In Sir. F. Bacon's Maxims, Max. 8: Estimatio preteriti delicti ex post facto nunquam crescit.
And all the cases given to illustrate the maxim are cases at common law, such as "slander of one who after becomes noble; this is not scandalum magnatum." Thus showing that it has no peculiar connection with statute law.
Max 21. Clausula vel dispositio inutilis per praesumptionem vel causam remotam ex post facto non fulcitur. And all the examples furnished on this maxim are cases of civil rights and liberties.
1 Sheppard's Touchstone, 63. "It is a rule that if a contract be not in its inception usurious, no matter ex post facto shall make it so." Ibid., 68. "Where a deed good in its creation shall become void ex post facto; by razure, &c." Ibid., 20. "Where a deed is void ab initio, and where it doth become void by matter ex post facto."
Godolphin's View of the Admiralty 109.
"And the performance of something ex post facto within the realm, in pursuance of a preceding contract, &c., doth not make it cease to be maritime.' The same, in his Law of Executors, table D. 'How a devise originally void may become good ex post facto."
Bulstrode, 17, 5, B, a, 416. "Where the first contract is not usurious, it shall never be made so by matter ex post facto."
3. It is a remark of Judge Paterson that the arrangement of the distinct members of this section in the Constitution necessarily points to the restrictive meaning which he assigns to this phrase. But with all deference, I must contend that if anything is to be deducted from the arrangement of the three instances of restriction, the argument will be against him. For by placing "ex post facto laws" between bills of attainder, which are exclusively criminal, and laws violating the obligation of contracts, which are exclusively civil, it would rather seem that ex post facto laws partook of both characters, was common to both purposes.
4. There is one view in which the consistency and comprehensiveness of the views of the learned judges, whose opinions I have ventured to examine, may be well defended. And it presents an alternative to which I have no doubt that this Court will sooner or later be compelled to resort in order to maintain its own consistency and yet give to the Constitution the scope which is necessary to attain its general purposes in this section and to rescue it from the imputation of absurdity in guarding against the minor evil and making no provision against a greater; in leaving uncontrolled the exercise of a power to create the contracts of parties while it restricts the exercise of a power to violate those contracts when made by parties themselves.

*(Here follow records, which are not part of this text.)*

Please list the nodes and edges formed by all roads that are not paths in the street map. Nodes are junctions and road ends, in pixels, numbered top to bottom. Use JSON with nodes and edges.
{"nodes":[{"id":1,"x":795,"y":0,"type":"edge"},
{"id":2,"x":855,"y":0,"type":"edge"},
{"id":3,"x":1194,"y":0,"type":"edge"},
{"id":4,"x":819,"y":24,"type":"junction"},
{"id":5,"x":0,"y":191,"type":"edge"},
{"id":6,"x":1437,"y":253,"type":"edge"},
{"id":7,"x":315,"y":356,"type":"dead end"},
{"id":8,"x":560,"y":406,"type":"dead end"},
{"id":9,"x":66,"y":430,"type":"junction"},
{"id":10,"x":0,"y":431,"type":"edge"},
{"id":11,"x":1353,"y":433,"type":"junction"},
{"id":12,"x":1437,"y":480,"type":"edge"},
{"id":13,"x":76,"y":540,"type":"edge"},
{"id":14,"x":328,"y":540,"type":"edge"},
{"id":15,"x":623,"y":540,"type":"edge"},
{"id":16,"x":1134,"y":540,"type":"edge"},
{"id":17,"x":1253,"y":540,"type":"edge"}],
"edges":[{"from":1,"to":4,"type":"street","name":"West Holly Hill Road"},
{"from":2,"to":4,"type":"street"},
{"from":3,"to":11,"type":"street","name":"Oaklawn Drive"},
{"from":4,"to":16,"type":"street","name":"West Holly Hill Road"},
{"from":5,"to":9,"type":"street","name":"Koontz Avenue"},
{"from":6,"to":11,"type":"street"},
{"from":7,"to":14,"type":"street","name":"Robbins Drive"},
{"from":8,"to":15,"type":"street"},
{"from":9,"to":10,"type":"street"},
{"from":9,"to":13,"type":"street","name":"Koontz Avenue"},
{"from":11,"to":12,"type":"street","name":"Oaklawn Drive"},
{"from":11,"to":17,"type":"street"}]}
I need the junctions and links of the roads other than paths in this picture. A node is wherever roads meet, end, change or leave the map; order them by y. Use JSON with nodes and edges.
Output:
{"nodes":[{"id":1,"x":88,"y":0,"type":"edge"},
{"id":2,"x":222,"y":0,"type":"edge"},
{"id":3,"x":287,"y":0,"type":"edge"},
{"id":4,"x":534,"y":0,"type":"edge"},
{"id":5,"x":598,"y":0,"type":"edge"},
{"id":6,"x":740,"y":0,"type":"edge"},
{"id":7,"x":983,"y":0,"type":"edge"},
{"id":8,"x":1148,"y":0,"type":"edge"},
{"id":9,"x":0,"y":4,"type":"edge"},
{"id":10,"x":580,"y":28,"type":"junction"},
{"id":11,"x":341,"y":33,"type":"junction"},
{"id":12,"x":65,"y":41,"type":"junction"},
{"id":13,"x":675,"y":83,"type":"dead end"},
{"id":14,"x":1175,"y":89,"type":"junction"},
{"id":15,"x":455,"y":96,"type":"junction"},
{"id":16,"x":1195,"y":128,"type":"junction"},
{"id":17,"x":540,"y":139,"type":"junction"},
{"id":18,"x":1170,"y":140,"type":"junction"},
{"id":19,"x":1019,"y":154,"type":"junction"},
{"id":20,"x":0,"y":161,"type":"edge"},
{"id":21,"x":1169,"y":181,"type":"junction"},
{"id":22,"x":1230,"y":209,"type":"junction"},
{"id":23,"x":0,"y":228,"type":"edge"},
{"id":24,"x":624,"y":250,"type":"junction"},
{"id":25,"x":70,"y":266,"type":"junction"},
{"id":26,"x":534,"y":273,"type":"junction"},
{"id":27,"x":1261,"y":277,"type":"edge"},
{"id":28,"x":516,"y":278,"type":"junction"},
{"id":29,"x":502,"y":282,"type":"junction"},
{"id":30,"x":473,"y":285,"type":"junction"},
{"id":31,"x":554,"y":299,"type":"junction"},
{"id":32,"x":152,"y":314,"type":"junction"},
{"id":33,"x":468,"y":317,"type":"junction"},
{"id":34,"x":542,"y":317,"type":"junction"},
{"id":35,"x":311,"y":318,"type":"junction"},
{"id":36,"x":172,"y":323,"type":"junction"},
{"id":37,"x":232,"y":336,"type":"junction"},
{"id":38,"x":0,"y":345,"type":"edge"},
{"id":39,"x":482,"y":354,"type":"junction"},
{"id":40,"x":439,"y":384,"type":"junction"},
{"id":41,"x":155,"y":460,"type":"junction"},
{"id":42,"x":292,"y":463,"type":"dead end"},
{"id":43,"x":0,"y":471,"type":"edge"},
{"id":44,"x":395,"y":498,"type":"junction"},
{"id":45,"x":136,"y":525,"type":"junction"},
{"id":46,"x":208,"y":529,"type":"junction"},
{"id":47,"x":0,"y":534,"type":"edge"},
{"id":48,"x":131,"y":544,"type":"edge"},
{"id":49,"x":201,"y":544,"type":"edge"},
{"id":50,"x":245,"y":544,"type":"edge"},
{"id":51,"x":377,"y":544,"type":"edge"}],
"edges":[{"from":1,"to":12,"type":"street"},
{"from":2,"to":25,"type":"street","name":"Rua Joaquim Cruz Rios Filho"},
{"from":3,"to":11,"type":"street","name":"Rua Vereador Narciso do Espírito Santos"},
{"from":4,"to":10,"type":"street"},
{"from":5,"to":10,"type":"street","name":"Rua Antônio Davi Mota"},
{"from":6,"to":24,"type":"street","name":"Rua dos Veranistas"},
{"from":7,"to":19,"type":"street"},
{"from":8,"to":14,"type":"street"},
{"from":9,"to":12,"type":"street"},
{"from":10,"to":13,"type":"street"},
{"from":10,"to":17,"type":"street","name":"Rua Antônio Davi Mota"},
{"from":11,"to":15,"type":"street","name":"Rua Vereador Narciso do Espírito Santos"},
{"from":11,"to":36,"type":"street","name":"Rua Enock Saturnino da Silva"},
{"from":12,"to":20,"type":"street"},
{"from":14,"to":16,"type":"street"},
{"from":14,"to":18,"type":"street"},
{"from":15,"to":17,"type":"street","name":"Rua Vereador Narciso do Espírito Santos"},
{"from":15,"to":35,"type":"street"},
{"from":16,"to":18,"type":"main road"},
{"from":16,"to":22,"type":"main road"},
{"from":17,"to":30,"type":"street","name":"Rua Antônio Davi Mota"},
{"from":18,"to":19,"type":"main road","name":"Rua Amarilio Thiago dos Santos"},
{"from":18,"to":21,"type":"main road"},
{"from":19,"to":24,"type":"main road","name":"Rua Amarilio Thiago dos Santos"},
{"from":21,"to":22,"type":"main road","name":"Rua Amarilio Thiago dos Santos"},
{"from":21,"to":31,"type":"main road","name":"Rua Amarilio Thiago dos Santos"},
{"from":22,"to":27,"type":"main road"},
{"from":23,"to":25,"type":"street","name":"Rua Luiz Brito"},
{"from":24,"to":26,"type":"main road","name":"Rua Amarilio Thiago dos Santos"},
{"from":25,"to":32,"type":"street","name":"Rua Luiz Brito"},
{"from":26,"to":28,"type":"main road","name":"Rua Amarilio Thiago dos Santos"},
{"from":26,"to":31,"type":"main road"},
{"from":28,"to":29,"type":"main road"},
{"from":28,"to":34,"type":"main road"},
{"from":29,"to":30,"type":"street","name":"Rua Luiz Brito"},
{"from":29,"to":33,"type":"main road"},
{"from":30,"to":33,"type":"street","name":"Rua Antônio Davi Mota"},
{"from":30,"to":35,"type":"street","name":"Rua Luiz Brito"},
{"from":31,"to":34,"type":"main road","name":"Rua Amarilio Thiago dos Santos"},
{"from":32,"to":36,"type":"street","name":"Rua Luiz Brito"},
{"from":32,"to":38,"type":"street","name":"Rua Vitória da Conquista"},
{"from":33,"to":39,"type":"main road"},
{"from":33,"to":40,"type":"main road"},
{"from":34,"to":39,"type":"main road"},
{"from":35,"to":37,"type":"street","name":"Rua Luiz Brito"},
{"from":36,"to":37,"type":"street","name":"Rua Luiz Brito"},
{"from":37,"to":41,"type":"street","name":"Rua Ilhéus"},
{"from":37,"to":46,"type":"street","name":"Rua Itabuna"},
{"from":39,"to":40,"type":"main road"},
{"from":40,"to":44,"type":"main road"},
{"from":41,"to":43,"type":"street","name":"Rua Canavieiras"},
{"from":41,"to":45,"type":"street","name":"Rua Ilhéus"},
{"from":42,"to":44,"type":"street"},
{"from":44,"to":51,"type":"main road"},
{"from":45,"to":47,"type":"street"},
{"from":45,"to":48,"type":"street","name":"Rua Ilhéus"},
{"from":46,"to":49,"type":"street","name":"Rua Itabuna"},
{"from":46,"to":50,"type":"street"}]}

That is to bring cases similar to the present within what the law terms the equity of a statute. According to my construction, this is unnecessary, and I shall never be compelled to resort to this application of a principle so exceptionable in its influence upon a fundamental law. But I see not how those who think differently from me will be able to advocate it unless by an amendment of the Constitution.
If the correct exposition of "the equity of a statute" be "a construction made by the judges, that cases out of the letter of the statute, which are within the same mischief or cause of making the statute, shall be within the remedy thereby given," 1 Inst. 24, or as another author defines it, "verborum legis directio effeciem cum una res solumnodo legis cavetur verbis, ut omnis alia in aequali genere eisdem caveatur verbis," Plowd. 407; there could be no objection to bringing the case of making a void deed valid within the provision of the Constitution against violating the obligation of contracts if we were construing a statute. And then the protection which is lost to the Constitution by the restricted construction of "ex post facto laws" would be, I believe, wholly restored. But whether this latitude of construction can be safely and on principle applied to the Constitution is with me a serious doubt, and hence I have felt an interest in endeavoring to avoid the necessity of resorting to it by showing that the case of Calder v. Bull cannot claim the preeminence of an adjudged case upon this point, and if adjudged, was certainly not sustained by reason of authorities.